Créditos: Imprensa SINSSP

A cidadania, que abrange direitos e deveres iguais para toda a população, sem quaisquer discriminações, somente prevalece com o respeito à dignidade do ser humano. O serviço público deve ir ao encontro desses princípios e ser seu garantidor, conforme previsto no Artigo 6º da Constituição Federal de 88. Aliás, o primeiro dispositivo da Carta assegura o bem-estar social e as prerrogativas individuais e coletivas.

Assim, é obrigação do Estado a prestação de bons serviços aos cidadãos, que somente é possível por meio da administração e dos servidores públicos, que são fundamentais. Por isso, não devem ser terceirizados serviços essenciais, que não têm nenhuma finalidade lucrativa. Ao contrário, os investimentos nessas áreas prioritárias deveriam ser direcionados ao setor público, para agregar qualidade. Daí, a importância de servidores públicos capacitados e, portanto, dos concursos, que são decisivos para a seleção profissional de excelência.

Um exemplo emblemático da importância e competência do setor público observou-se no atendimento à população na pandemia. Foi excepcional e heroico o trabalho de médicos, enfermeiros, professores, bombeiros, policiais e outros servidores.

Considerando todas essas razões, é preocupante a postura dos governos no País, com raras exceções, de desprestigiar o serviço público e tentar reduzir sua relevância. Tal atitude, que tem exigido grande esforço das entidades de classe representativas do funcionalismo, prejudica de modo direto a sociedade, pois atinge de modo contundente a cidadania.

Quando não há condições adequadas de trabalho, estrutura física e tecnológica e valorização dos profissionais, precarizam-se os serviços prestados à população. Isso fere os direitos do cidadão à educação e saúde de qualidade, segurança pública e atendimento ágil e de excelência em todas as instâncias.
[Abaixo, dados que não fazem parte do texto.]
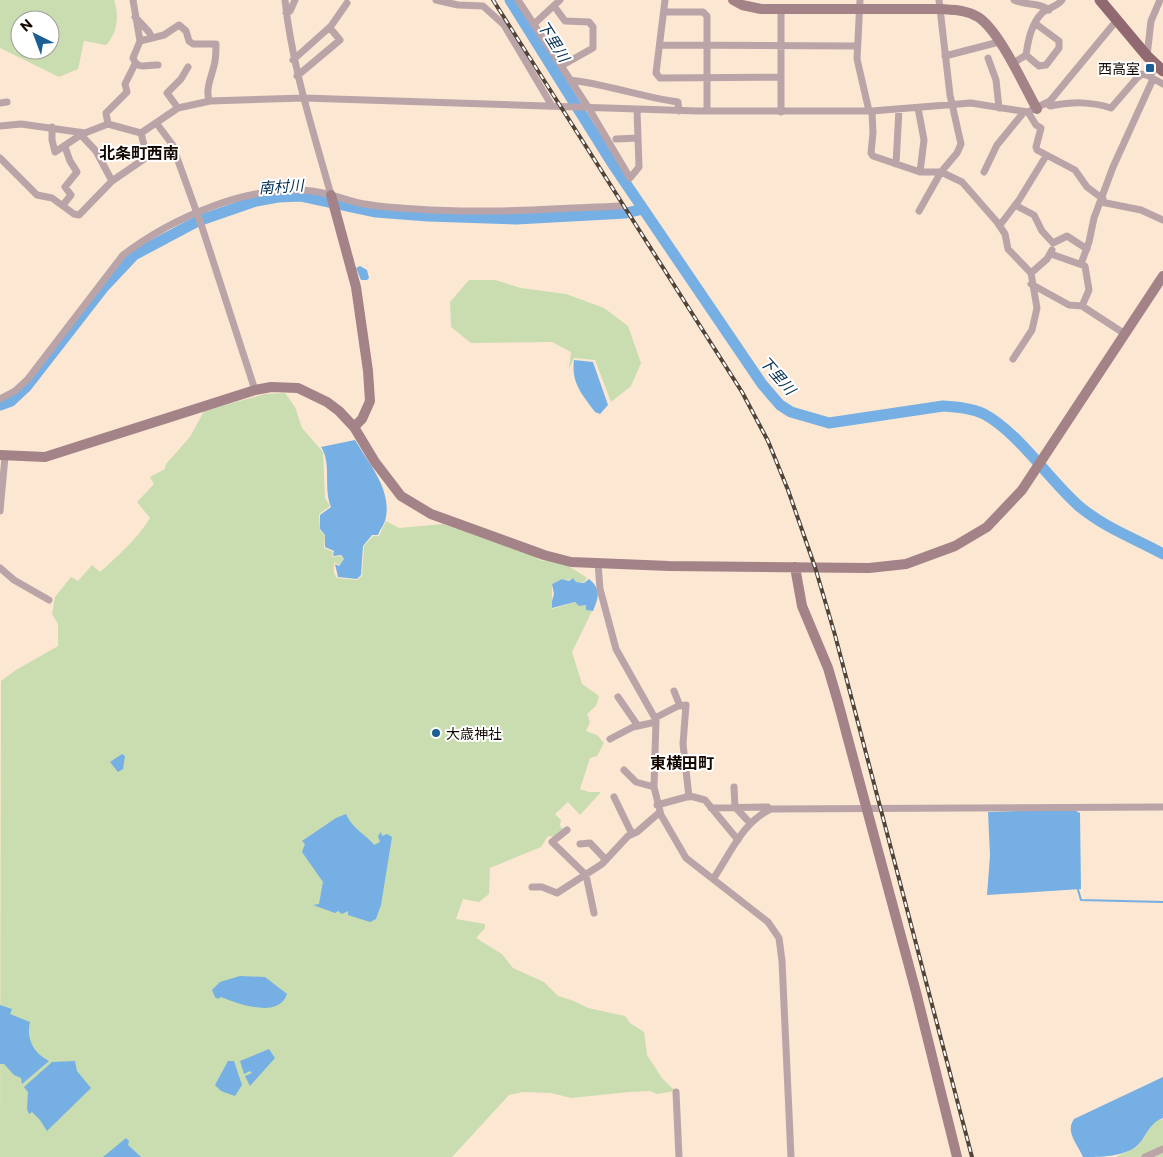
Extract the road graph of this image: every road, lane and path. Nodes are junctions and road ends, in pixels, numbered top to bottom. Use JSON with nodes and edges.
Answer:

Infelizmente, nota-se uma desfiguração do serviço público e da cidadania, numa perversa relação de causa-efeito. São vários exemplos lamentáveis desse processo, como o de um ministro indignado pela possibilidade de uma trabalhadora doméstica ir à Disney. Observa-se até mesmo um ranço com relação ao progresso individual das pessoas.

Cabe considerar que a qualidade do serviço público depende das características de impessoalidade, legalidade, moralidade e eficiência, que resguardam a administração, como consta do Artigo 37 da Constituição. Como prefeitos, governadores, presidente da República, vereadores, deputados estaduais e federais e senadores são eleitos pela população, para, em nome dela, exercitar o poder, é importante que as eleições qualifiquem cada vez mais os ocupantes dos cargos eletivos, para que prevaleçam os direitos inerentes à cidadania.

Porém, temos assistido à qualidade da administração e da sua estrutura ser deteriorada pela política, ao contrário do que deveria ocorrer. Muitos governantes estão adotando uma política reducionista de seu significado. Por isso, a reforma administrativa em tramitação no Congresso Nacional deveria ser no sentido de melhorar o serviço público e não de enfraquecê-lo. Da maneira como está, a proposta agride os direitos sociais do funcionalismo e atinge a própria cidadania.

A rigor, o desprestígio do serviço público e suas consequências negativas para o exercício pleno da cidadania conspiram contra o Estado de Direito. Por isso, precisamos fazer grande empenho para a prevalência das disposições constitucionais. É na observância da Lei Maior que se fundamenta a tão aludida segurança jurídica!

Fonte: *Artur Marques da Silva Filho é desembargador aposentado do Tribunal de Justiça do Estado de São Paulo e presidente da Associação dos Funcionários Públicos do Estado de São Paulo (AFPESP).